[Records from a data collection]
□ □ □
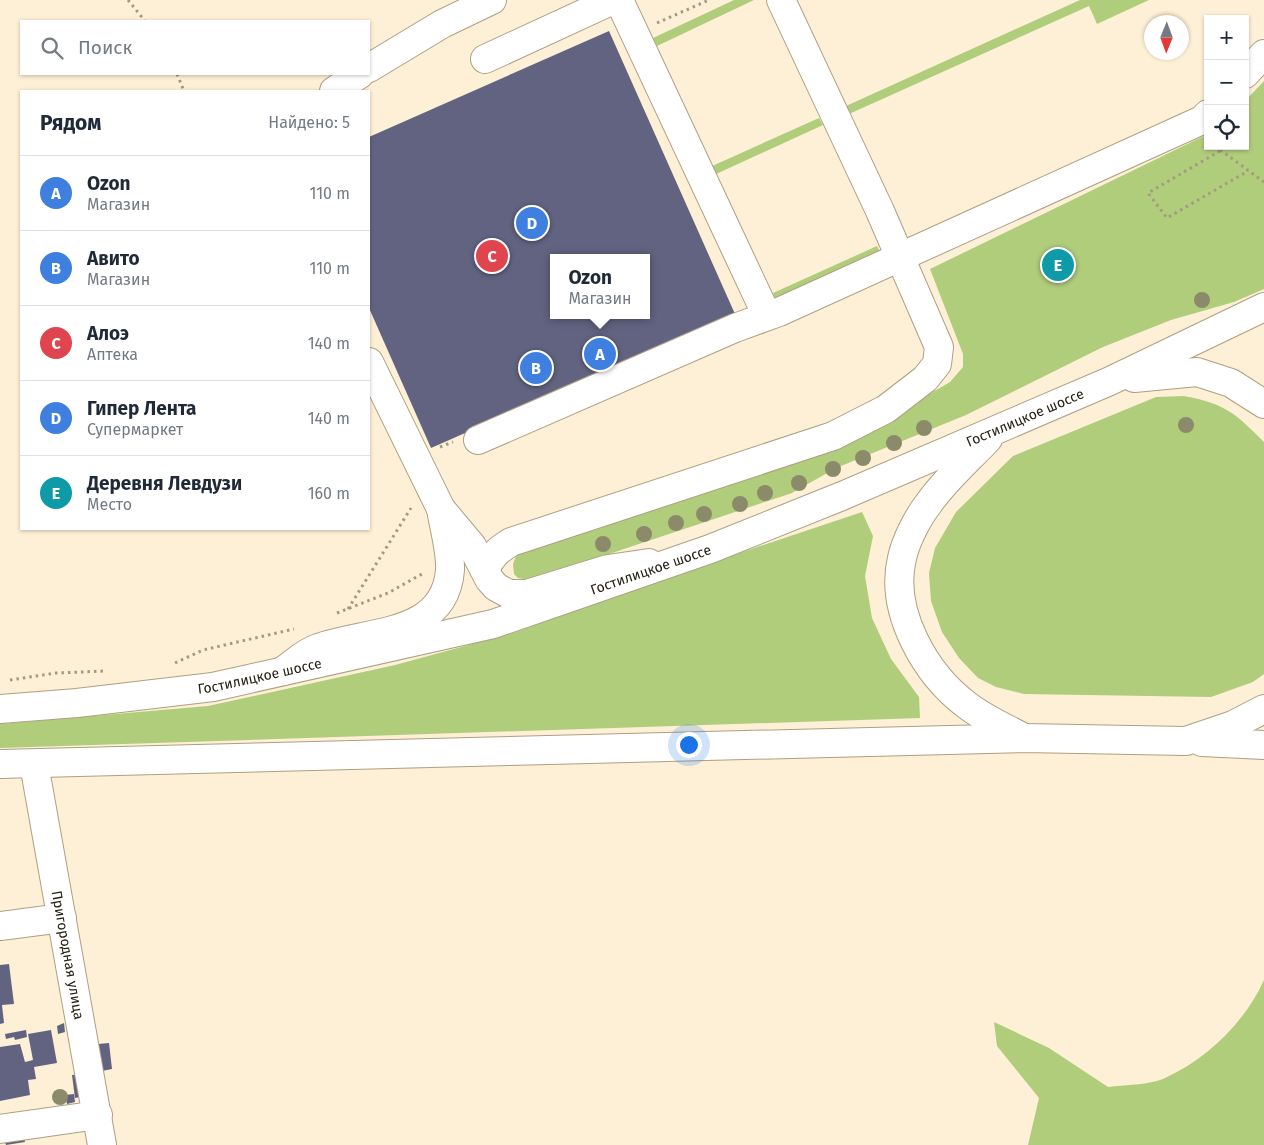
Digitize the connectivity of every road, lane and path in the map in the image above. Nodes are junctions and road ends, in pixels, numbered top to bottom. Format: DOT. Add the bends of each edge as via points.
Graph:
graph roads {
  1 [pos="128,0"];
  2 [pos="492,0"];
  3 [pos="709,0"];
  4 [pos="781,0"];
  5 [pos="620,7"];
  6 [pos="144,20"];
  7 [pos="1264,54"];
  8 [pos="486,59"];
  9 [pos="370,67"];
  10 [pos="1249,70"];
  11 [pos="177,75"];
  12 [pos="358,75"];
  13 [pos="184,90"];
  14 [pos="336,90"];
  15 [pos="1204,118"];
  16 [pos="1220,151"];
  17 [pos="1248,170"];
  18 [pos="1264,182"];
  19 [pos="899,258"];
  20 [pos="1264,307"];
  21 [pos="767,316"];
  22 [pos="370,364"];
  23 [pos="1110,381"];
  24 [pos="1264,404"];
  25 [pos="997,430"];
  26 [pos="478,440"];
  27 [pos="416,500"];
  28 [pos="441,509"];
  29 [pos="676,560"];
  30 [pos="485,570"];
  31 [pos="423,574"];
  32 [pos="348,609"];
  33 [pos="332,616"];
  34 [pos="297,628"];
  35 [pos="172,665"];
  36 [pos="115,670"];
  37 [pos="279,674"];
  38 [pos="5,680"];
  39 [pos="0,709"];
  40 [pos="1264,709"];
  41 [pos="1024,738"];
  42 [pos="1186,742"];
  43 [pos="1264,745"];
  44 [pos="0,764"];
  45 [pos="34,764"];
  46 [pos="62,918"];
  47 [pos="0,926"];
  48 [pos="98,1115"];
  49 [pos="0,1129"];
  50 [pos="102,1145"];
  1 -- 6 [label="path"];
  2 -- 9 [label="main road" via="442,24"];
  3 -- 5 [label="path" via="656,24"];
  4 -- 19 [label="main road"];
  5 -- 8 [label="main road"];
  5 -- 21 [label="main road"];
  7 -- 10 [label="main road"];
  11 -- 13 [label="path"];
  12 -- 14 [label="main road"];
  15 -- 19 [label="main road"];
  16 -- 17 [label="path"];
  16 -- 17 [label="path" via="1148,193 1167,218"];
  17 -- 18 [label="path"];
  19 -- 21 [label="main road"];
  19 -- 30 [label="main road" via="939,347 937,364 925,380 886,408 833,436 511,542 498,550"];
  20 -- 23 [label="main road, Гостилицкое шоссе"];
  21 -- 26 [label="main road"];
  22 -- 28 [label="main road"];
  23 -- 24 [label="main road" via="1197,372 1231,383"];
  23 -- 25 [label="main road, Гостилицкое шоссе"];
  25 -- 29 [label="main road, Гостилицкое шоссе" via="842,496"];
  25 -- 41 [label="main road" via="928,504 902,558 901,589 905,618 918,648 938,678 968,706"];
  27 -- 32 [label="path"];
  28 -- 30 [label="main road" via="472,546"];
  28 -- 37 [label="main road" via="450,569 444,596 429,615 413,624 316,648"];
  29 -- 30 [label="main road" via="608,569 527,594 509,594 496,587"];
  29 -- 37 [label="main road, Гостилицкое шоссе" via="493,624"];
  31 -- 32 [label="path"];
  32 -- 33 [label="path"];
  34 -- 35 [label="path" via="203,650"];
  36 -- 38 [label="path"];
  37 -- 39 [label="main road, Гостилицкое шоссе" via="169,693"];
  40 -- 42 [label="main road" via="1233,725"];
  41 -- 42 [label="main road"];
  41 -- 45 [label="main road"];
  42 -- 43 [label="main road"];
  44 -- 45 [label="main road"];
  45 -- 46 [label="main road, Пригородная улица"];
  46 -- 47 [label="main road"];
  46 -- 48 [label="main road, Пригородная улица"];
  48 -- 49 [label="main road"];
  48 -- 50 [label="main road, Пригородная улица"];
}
□ □ □
**Work instructions:**
Copy out all lines from the records where the word "Пригородная" appears.

**The answer:**
  45 -- 46 [label="main road, Пригородная улица"];
  46 -- 48 [label="main road, Пригородная улица"];
  48 -- 50 [label="main road, Пригородная улица"];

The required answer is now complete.